One year to the day after the City last brought a proposal seeking to assess a $250 annual fee upon home day-care providers, the exact same proposal reappeared before the Human Services Committee on Tuesday night. In this case, what a difference a year did not make. Though the members of the committee have changed, the proposed fee met a similar fate: tabled indefinitely.

Home day-care providers lined up to speak in opposition to the additional fee, including many who appeared before the committee on Jan. 5, 2009. Marsha Fincher and Beryl McCanton, who said they have been day-care providers for 20 and 30 years respectively, urged the City to remove the fee or, if assessing a fee, to remove a limitation on the number of children permitted in a home day-care setting. The current limit of eight (ten if two are after-school only) leaves “no room for growth,” both said at different times.

Former Alderman Edmund B. Moran, who sat on the Committee in 2009 and made the successful motion to remove the fee at that time, spoke against the fee again on Tuesday night. The fee was “directed at the most vulnerable,” he said, adding, “This has to happen – there has to be care, and it has to be good.” The profit level for home day-care providers is not large, he said, and a $250 fee would not be “de minimis.”

Joanna Spilioti, a home day-care provider in South Evanston, said that fees that forced providers to increase rates would give the competition in Rogers Park and Skokie an advantage. She has already considered moving across Howard into Rogers Park, she said. “DCFS does not charge a fee even though they do a more rigorous inspection,” she added. She also referred to the possible loss of local spending of parents who drop off and pick up children at Evanston home day-cares and who stay in the area to shop – a loss to the City if these parents shift to Skokie or Chicago providers.

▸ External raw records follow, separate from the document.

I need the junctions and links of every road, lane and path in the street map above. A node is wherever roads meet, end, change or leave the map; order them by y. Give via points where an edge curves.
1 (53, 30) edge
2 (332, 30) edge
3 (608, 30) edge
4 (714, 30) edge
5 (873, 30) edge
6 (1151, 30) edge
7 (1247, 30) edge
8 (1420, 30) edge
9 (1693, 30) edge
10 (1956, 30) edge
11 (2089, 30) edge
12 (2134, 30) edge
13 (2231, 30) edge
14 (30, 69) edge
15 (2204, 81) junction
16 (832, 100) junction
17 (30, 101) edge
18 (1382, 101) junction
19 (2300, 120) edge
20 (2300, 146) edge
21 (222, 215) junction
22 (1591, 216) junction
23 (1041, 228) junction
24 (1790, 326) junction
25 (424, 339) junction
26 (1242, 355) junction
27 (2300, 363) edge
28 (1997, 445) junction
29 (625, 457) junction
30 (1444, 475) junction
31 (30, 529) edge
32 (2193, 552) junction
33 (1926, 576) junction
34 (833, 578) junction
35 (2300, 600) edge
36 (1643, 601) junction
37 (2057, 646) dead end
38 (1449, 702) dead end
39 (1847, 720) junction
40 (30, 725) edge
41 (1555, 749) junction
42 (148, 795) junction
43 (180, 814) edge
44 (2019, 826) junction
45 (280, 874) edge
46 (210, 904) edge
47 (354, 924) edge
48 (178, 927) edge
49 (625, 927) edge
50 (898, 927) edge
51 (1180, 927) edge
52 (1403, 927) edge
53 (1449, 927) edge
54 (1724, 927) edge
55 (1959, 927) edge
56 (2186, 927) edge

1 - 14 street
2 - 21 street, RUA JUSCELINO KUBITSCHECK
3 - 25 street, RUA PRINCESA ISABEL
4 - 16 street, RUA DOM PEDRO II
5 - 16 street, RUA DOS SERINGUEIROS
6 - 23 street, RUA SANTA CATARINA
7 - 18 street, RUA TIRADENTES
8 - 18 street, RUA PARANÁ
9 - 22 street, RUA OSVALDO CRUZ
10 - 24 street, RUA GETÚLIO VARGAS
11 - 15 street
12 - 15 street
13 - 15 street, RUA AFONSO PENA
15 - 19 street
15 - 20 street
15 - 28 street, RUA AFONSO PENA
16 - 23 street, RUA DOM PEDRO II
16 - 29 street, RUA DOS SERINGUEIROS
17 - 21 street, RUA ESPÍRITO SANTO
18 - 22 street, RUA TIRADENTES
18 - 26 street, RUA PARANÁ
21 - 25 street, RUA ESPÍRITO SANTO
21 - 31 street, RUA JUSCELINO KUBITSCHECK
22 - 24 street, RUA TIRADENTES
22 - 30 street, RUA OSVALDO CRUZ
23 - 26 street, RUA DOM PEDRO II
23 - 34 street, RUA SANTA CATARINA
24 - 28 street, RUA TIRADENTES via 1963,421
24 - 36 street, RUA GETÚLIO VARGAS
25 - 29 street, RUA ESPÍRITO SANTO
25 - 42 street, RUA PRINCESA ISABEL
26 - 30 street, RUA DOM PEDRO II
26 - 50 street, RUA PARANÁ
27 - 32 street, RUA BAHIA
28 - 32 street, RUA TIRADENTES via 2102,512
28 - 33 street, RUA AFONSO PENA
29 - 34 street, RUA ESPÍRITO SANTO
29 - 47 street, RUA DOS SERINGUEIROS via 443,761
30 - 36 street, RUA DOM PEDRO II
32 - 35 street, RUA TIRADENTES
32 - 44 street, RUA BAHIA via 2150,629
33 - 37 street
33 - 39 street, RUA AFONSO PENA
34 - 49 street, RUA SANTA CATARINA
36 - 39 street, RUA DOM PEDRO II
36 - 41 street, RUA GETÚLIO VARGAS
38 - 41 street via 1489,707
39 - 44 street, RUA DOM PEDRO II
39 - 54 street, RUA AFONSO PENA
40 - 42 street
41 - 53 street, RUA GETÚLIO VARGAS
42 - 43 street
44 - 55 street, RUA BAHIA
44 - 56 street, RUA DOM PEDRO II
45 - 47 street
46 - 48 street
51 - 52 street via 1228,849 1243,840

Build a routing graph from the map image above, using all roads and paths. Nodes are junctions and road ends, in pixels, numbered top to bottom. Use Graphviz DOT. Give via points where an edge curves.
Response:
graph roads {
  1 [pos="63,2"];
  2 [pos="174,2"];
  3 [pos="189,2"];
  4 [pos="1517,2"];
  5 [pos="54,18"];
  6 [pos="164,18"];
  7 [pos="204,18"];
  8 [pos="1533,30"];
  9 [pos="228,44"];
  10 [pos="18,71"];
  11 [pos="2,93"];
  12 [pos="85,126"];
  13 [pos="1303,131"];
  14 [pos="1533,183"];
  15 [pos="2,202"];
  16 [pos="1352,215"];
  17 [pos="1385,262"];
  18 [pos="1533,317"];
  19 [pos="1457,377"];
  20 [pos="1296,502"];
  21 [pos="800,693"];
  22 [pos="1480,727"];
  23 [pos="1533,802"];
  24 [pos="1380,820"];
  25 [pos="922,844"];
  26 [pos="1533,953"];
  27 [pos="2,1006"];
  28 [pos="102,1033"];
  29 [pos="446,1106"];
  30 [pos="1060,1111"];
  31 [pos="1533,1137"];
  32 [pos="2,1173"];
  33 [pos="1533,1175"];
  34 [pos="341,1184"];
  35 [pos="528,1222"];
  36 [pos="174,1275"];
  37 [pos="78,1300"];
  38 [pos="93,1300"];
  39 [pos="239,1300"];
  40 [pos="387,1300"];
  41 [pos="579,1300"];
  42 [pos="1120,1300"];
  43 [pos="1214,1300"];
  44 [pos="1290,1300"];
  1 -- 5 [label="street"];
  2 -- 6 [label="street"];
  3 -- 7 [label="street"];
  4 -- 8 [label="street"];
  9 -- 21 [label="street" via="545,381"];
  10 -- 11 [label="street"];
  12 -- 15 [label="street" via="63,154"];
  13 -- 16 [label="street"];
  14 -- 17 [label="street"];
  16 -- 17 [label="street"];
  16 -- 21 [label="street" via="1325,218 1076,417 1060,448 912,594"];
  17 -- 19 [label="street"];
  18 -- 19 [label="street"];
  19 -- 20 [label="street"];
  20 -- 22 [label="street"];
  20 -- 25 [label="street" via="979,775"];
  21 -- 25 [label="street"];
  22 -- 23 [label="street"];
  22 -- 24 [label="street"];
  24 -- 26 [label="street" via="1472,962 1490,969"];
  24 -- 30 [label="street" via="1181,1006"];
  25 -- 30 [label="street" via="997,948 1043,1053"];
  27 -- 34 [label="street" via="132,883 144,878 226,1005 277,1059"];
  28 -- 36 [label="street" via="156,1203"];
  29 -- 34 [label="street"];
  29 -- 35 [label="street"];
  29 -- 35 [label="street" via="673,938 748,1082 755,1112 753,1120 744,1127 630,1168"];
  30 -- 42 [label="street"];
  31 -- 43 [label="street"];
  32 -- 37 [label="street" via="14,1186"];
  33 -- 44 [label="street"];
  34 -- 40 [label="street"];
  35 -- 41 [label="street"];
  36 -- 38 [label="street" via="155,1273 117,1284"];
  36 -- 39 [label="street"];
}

Another theme from 2009 that resurfaced was potential duplication of services by various agencies. The State Department of Child and Family Services inspects and licenses home day-care centers and “then the City turns around and duplicates the same service,” said Ms. Fincher. She added that, while the state and City both require medical exams, the City refuses to accept a copy of the state exam, also
apparently requiring its medical exam at a different time from that of the state,
forcing providers to pay for two exams rather than one.

“I was surprised to see this item on the agenda,” said Alderman Lionel Jean-Baptiste, 2nd Ward, who sat on the Committee in 2009. “Just because we have people available does not mean we have to send them out … and ask people to get a physical when they’ve already gotten one.” He moved that the item be pulled off the agenda “until we’ve done more homework.”

Alderman Jan Grover, 7th Ward, said the state’s interest in the health and safety of children is aligned with the City’s, and therefore the two entities should work together rather than duplicating services. She also expressed concern that there are currently child-care providers who are “off our radar because of permitting [because of required permits]. I’d like to get them on the radar, and a $250 fee will be a disincentive.”

Alderman Delores Holmes, 5th Ward, returned to issues she championed in 2009, saying the issue was public safety and inspections cost money. “It has to be paid for; somebody has to pay for it,” she said. At the same time she asked why the City has a different limit – eight kids per home – from that of the state, which bases the number of children allowed on the space available. Carl Caneva from the City’s Human Services Department said that decisions regarding the number of children permitted were driven by the City’s ordinance, not state law.

The vote to remove the proposed ordinance from the agenda passed unanimously.